Catherine Mohr AIH 2019

Essay

Driving Technological Innovation When You Don’t Need to be in the Driver’s Seat

  • June 24th 2014

Dr. Catherine Mohr is director of medical research at Intuitive Surgical, where she evaluates new technologies for incorporation into robotic-assisted surgical systems. She will be a speaker on two panels on Wednesday, June 25 (Products That Save at 1:20 pm MT and The New Dawn of Disruptive Technologies at 2:40 pm MT) during the Festival’s Spotlight: Health, June 24-27, 2014.

The intersection between technology and medicine presents great opportunities to improve the human condition. But how can we be true innovators in medical technology? How can we continually narrow the gap between what we want to do for patients, and what we can do for them?

We might be deceiving ourselves if we think developing new technologies will help achieve our goals. The reality is that it is relatively uncommon for medical research to lead to the development of fundamentally new and significant technologies. More often, the consumer and military worlds drive development, leaving the medical industry to follow, leveraging and repurposing these new technologies where it can. We shouldn’t resist this reality – we can still be creative and achieve great successes within it.

We have seen this repurposing be successful across the full spectrum of medical devices, from the simplest cotton bandage to the most complex robotic-assisted surgical system.

Cloth bandages are an essential wound care technology, yet it would have been laughable to imagine that consumers’ demand for bandages would end up driving the worldwide development of the cotton gin, innovative looms and genetic research leading to higher-producing strains of cotton. Yet when these happened because of other economic drivers, the medical world and patients benefitted.

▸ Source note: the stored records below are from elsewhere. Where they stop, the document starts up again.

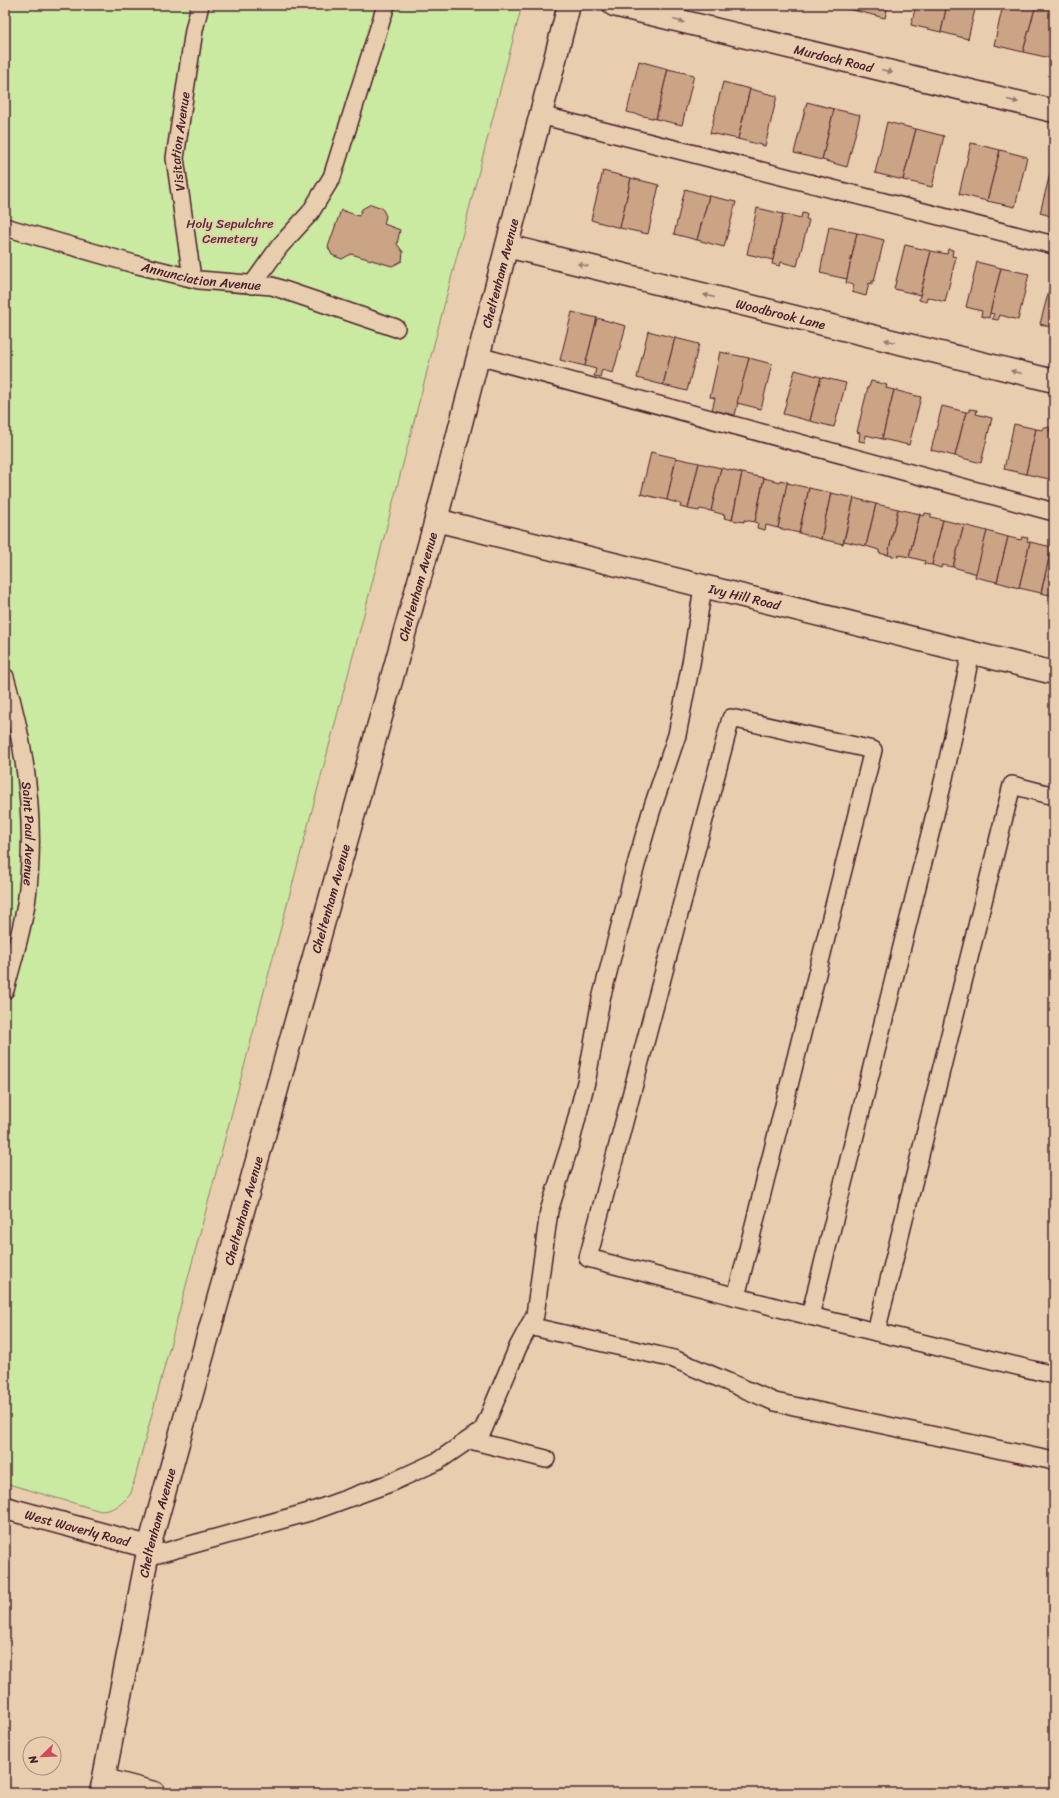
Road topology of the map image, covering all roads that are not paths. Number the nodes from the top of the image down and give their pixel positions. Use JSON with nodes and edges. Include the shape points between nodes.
{"nodes":[{"id":1,"x":200,"y":5,"type":"edge"},
{"id":2,"x":386,"y":5,"type":"edge"},
{"id":3,"x":569,"y":5,"type":"edge"},
{"id":4,"x":614,"y":5,"type":"edge"},
{"id":5,"x":1054,"y":111,"type":"edge"},
{"id":6,"x":540,"y":115,"type":"junction"},
{"id":7,"x":6,"y":230,"type":"edge"},
{"id":8,"x":1054,"y":245,"type":"edge"},
{"id":9,"x":507,"y":246,"type":"junction"},
{"id":10,"x":192,"y":278,"type":"junction"},
{"id":11,"x":252,"y":285,"type":"junction"},
{"id":12,"x":396,"y":328,"type":"dead end"},
{"id":13,"x":478,"y":356,"type":"junction"},
{"id":14,"x":1054,"y":381,"type":"edge"},
{"id":15,"x":1054,"y":512,"type":"edge"},
{"id":16,"x":436,"y":520,"type":"junction"},
{"id":17,"x":703,"y":586,"type":"junction"},
{"id":18,"x":971,"y":652,"type":"junction"},
{"id":19,"x":1054,"y":673,"type":"edge"},
{"id":20,"x":5,"y":677,"type":"edge"},
{"id":21,"x":1054,"y":796,"type":"edge"},
{"id":22,"x":5,"y":990,"type":"edge"},
{"id":23,"x":736,"y":1297,"type":"junction"},
{"id":24,"x":810,"y":1316,"type":"junction"},
{"id":25,"x":529,"y":1326,"type":"junction"},
{"id":26,"x":876,"y":1332,"type":"junction"},
{"id":27,"x":1054,"y":1375,"type":"edge"},
{"id":28,"x":470,"y":1440,"type":"junction"},
{"id":29,"x":546,"y":1459,"type":"dead end"},
{"id":30,"x":1054,"y":1461,"type":"edge"},
{"id":31,"x":5,"y":1508,"type":"edge"},
{"id":32,"x":148,"y":1552,"type":"junction"},
{"id":33,"x":103,"y":1787,"type":"edge"},
{"id":34,"x":154,"y":1793,"type":"edge"}],
"edges":[{"from":1,"to":10,"type":"lane","name":"Visitation Avenue","via":[[175,158]]},
{"from":2,"to":11,"type":"lane","via":[[332,177],[310,213],[280,246]]},
{"from":3,"to":6,"type":"main road","name":"Cheltenham Avenue"},
{"from":4,"to":5,"type":"main road","name":"Murdoch Road","one_way":true},
{"from":6,"to":8,"type":"lane"},
{"from":6,"to":9,"type":"main road","name":"Cheltenham Avenue"},
{"from":7,"to":10,"type":"lane","name":"Annunciation Avenue"},
{"from":9,"to":13,"type":"main road","name":"Cheltenham Avenue"},
{"from":14,"to":9,"type":"main road","name":"Woodbrook Lane","one_way":true},
{"from":10,"to":11,"type":"lane","name":"Annunciation Avenue"},
{"from":11,"to":12,"type":"lane","name":"Annunciation Avenue","via":[[272,286]]},
{"from":13,"to":15,"type":"lane"},
{"from":13,"to":16,"type":"main road","name":"Cheltenham Avenue"},
{"from":16,"to":17,"type":"main road","name":"Ivy Hill Road"},
{"from":16,"to":32,"type":"main road","name":"Cheltenham Avenue"},
{"from":17,"to":18,"type":"main road","name":"Ivy Hill Road"},
{"from":17,"to":25,"type":"lane","via":[[677,735],[651,812],[602,999],[587,1078],[570,1145],[549,1211],[535,1316]]},
{"from":18,"to":19,"type":"main road","name":"Ivy Hill Road"},
{"from":18,"to":24,"type":"lane","via":[[944,778]]},
{"from":20,"to":22,"type":"lane","name":"Saint Paul Avenue","via":[[28,786],[30,841],[27,898]]},
{"from":21,"to":26,"type":"lane","via":[[1012,785]]},
{"from":23,"to":23,"type":"lane","via":[[588,1258],[731,718],[873,750]]},
{"from":23,"to":24,"type":"lane"},
{"from":24,"to":26,"type":"lane"},
{"from":25,"to":28,"type":"lane","via":[[483,1430]]},
{"from":25,"to":30,"type":"lane","via":[[674,1359],[776,1402]]},
{"from":26,"to":27,"type":"lane"},
{"from":28,"to":29,"type":"lane"},
{"from":28,"to":32,"type":"lane","via":[[438,1461],[390,1483],[312,1511]]},
{"from":31,"to":32,"type":"main road","name":"West Waverly Road"},
{"from":32,"to":33,"type":"main road","name":"Cheltenham Avenue"},
{"from":33,"to":34,"type":"main road"}]}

We benefit in a similar way with medical and surgical robotics. Intuitive Surgical came about as part of a wave of innovation in computing power, miniaturization of electronics, and improving sensors that were developed in the commercial and military sectors. Through a novel application of these technologies, we are now bringing minimally invasive surgery, using the da Vinci® Surgical System, to procedures where open surgery had been the norm. While enormous ingenuity, design talent and hard work went into the system’s development, almost all of the component technologies and key manufacturing processes had been developed for other, considerably higher-volume applications.

Understanding that we, in the medical field, are usually not the drivers of the important technological innovations, but rather identifiers, adopters and repurposers of technology, has important implications for how we should approach our work. 

The primary lessons we should take from this realization are to always look for what’s next, to play with other people’s toys, and to keep starting over. Technological leaps are constantly driving new innovations – from 3D printing to nanotechnology – that will profoundly affect our abilities to solve old problems in new ways. It is tempting to just move forward with tools that are familiar and to invest in developing the new technologies that we need from scratch. It feels safe to be driving the change. 

If, instead, we are willing to keep starting over – continually pulling out the old problems we have failed to solve before, and re-attacking them with new technologies that become available from other fields, we open new doors. We have the chance to create revolutionary and disruptive innovations in the medical field – even when relegated to technology’s passenger seat.

The views and opinions of the author are her own and do not necessarily reflect those of the Aspen Institute.